Diante do fato consumado e com o apoio da Marinha e da Aeronáutica, intitulam-se Comando Supremo da Revolução e assumem o poder. Outros generais, como Castello Brando, Cordeiro de Farias, Juarez Távora, Ernesto Geisel e Golbery do Couto Silva discordam, mas nada podem fazer, pois também careciam de tropa. A primeira iniciativa seria conter Mourão Filho, já às portas do Rio, na Avenida Brasil.
Determinam, e ele aceita, que em vez de prosseguir e tomar a sede do ministério do Exército, na Central do Brasil, rumasse com seus soldados para o estádio do Maracanã, onde receberiam alimentação e hospedagem. Ele aceita, ficando depois satisfeito com a oferta de que seria nomeado presidente da Petrobrás. Nem isso foi, limitando-se a dizer que não era político, mas “uma vaca fardada”.
Costa e Silva detinha o poder e pretendia mantê-lo, apesar da resistência de Castello Branco e outros generais ditos intelectualizados, mas coube a ele convocar o jurista Francisco Campos, autor da Constituição fascista de 1937, para que editasse um ato revolucionário capaz de suplantar a Constituição vigente de 1946, “legalizando” o golpe.
O deputado Raniéri Mazzilli, no exercício formal da presidência da República, aceitou a imposição, nomeou os ministros que Costa e Silva queria, e o Comando Supremo da Revolução começou a cassar mandatos e suprimir direitos políticos dos integrantes do sistema deposto.
Foi o primeiro casuísmo, quer dizer, o primeiro golpe dentro do golpe, porque o novo presidente da República não mandava nada. Diante da perspectiva de perpetuar-se a Junta Militar, os generais adversários de Costa e Silva deram o segundo golpe. Convenceram o Congresso a eleger um novo presidente da República, tomando cuidado de indicar Castello Branco e de evitar a candidatura de Costa e Silva.

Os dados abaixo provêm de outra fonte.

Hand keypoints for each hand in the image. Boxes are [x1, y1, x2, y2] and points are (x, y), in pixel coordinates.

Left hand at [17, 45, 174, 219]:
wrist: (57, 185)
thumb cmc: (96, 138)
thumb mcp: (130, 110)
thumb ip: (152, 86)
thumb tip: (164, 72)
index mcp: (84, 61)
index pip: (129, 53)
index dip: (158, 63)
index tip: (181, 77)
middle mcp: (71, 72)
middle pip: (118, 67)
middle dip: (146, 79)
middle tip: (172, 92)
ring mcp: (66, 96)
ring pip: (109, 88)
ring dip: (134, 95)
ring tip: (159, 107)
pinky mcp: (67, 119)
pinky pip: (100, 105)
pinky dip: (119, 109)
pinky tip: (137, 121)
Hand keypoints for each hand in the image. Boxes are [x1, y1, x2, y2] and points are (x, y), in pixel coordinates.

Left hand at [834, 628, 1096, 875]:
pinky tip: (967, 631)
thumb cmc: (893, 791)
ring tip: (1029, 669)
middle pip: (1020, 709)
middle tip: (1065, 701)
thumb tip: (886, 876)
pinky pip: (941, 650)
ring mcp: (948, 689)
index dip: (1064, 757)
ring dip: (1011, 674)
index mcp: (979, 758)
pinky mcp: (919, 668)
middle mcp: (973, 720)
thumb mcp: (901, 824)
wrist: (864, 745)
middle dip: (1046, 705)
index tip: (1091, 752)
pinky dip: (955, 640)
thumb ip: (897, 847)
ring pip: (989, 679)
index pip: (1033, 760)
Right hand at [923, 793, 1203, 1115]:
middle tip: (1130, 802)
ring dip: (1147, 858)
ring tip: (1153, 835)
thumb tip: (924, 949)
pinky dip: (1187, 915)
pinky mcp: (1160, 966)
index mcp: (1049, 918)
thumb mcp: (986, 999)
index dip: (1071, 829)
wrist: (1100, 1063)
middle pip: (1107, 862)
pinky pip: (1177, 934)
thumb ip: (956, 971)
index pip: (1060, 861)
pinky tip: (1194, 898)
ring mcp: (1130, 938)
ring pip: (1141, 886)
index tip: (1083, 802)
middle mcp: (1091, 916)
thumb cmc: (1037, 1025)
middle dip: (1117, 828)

Quase a metade dos parlamentares já tinham sido cassados, os que sobraram cumpriram a ordem, mas outro problema surgia: a Constituição determinava que chefes do estado-maior das forças armadas, para candidatar-se a postos eletivos, deveriam desincompatibilizar-se seis meses antes as eleições. Castello ainda era chefe do estado-maior do Exército. Assim, era inelegível. Imediatamente acrescentou-se um artigo ao Ato Institucional: “para as próximas eleições, não haverá incompatibilidades”…

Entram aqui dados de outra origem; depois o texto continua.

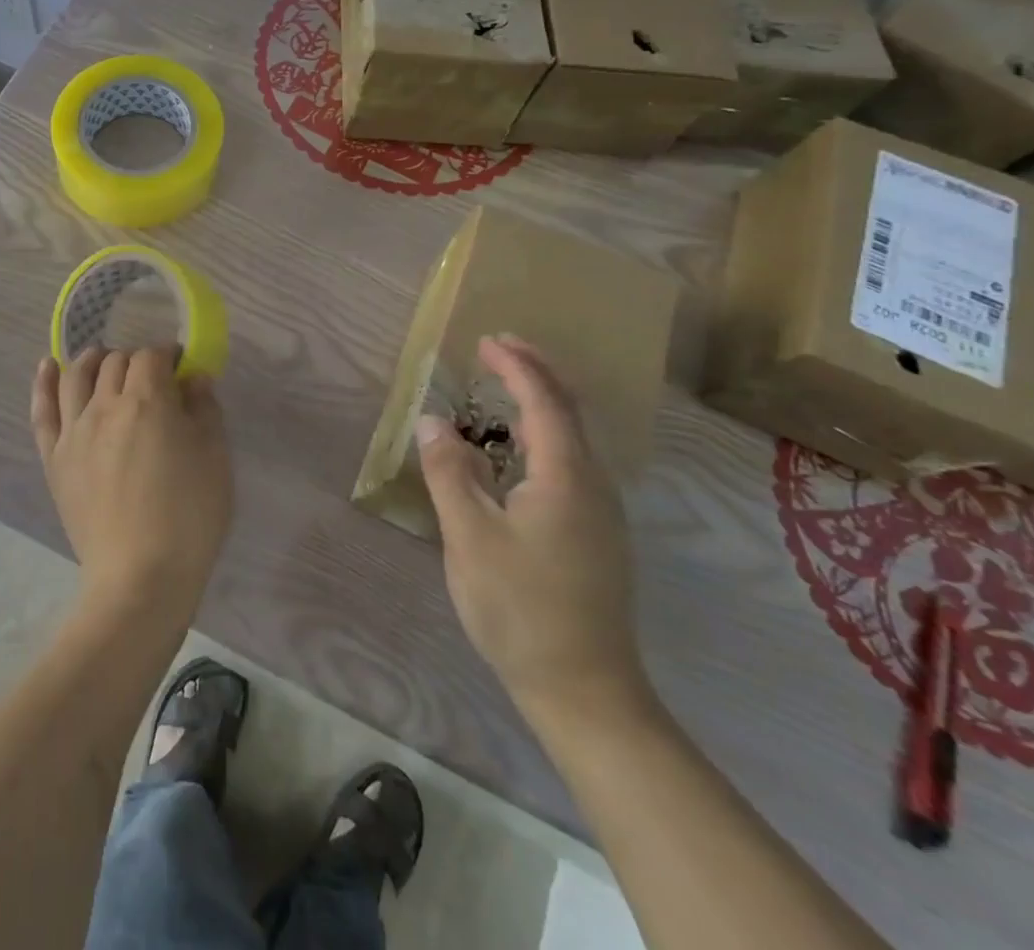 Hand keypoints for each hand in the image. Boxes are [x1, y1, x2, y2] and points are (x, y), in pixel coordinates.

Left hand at [31, 348, 232, 618]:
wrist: (140, 577)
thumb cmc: (189, 517)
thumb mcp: (215, 458)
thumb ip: (205, 409)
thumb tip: (193, 377)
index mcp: (148, 400)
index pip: (152, 356)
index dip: (168, 355)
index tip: (181, 370)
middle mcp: (105, 405)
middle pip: (115, 362)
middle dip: (136, 361)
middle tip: (152, 380)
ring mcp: (74, 431)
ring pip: (76, 376)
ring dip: (92, 360)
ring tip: (103, 360)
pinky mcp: (54, 458)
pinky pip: (43, 411)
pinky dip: (44, 384)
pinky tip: (47, 367)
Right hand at [418, 335, 650, 720]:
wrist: (585, 691)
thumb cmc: (521, 608)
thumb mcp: (470, 537)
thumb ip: (450, 472)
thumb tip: (433, 421)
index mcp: (567, 478)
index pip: (545, 402)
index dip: (517, 366)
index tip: (486, 340)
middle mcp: (593, 486)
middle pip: (569, 412)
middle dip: (536, 373)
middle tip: (498, 349)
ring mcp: (601, 514)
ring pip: (573, 440)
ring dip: (539, 405)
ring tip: (501, 392)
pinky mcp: (596, 536)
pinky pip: (571, 464)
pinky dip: (542, 437)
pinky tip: (516, 454)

Empossado, Castello Branco havia prometido a políticos do PSD e a Juscelino Kubitschek cumprir o restante do mandato que fora de Jânio Quadros e depois de João Goulart e realizar eleições livres e diretas em 1965. Novo golpe, porque além de cassar o mandato de JK “por motivos políticos”, quer dizer, ele ganharia qualquer eleição, o primeiro general-presidente aceitou a prorrogação do próprio mandato por mais um ano. Novo golpe dentro do golpe.

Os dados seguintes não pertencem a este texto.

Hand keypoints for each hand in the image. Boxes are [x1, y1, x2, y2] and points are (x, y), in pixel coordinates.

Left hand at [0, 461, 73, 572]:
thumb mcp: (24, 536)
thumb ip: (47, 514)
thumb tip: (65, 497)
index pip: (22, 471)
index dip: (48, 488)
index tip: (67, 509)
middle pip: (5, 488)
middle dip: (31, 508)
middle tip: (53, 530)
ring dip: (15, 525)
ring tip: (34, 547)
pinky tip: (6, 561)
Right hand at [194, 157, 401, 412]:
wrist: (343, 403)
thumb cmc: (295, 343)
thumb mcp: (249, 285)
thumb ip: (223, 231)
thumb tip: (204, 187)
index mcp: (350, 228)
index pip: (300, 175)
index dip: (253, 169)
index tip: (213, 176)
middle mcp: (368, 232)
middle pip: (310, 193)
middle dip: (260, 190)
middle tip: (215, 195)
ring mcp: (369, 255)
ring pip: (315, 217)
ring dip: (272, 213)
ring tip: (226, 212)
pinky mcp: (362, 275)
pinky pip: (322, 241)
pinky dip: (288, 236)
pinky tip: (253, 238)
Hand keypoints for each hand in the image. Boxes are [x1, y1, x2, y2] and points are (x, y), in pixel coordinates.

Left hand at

Em seguida vêm as eleições para governador, ainda em 1965. A oposição não poderia ganhar, em especial em Minas e na Guanabara. Assim, o primeiro governo militar baixou atos proibindo ex-ministros de João Goulart de serem candidatos. Afastaram Helio de Almeida, na Guanabara, e Sebastião Pais de Almeida, em Minas, ex-ministros da Viação e da Fazenda. Só que na antiga capital cresceu a candidatura do marechal Henrique Lott, nacionalista e penhor da posse de JK na presidência. Descobriram que, desiludido, ele havia se mudado para Teresópolis, então no estado do Rio de Janeiro. Criaram na mesma hora a obrigação do domicílio eleitoral, quer dizer, só poderia ser candidato num estado quem tivesse seu titulo no mesmo estado… Novo golpe.
Ainda assim, Negrão de Lima e Israel Pinheiro elegeram-se. Logo começou a conspiração dos radicais para impedir a posse deles. Castello não queria submeter-se a mais uma humilhação. Para garantir o resultado nas urnas, baixa do Ato Institucional 2, quando determina que os secretários de Segurança e da Fazenda dos estados seria nomeados pelo poder central, em Brasília, aumenta o número de ministros do Supremo Tribunal Federal de 11 para 16, a fim de manter maioria, e extingue os velhos partidos políticos, do PSD à UDN e ao PTB, para criar o bipartidarismo forçado, o partido do “sim” e o partido do “sim senhor”, a Arena e o MDB.
Os golpes continuaram em número superior ao espaço e às linhas destas lembranças. Assim, continuaremos nos próximos dias…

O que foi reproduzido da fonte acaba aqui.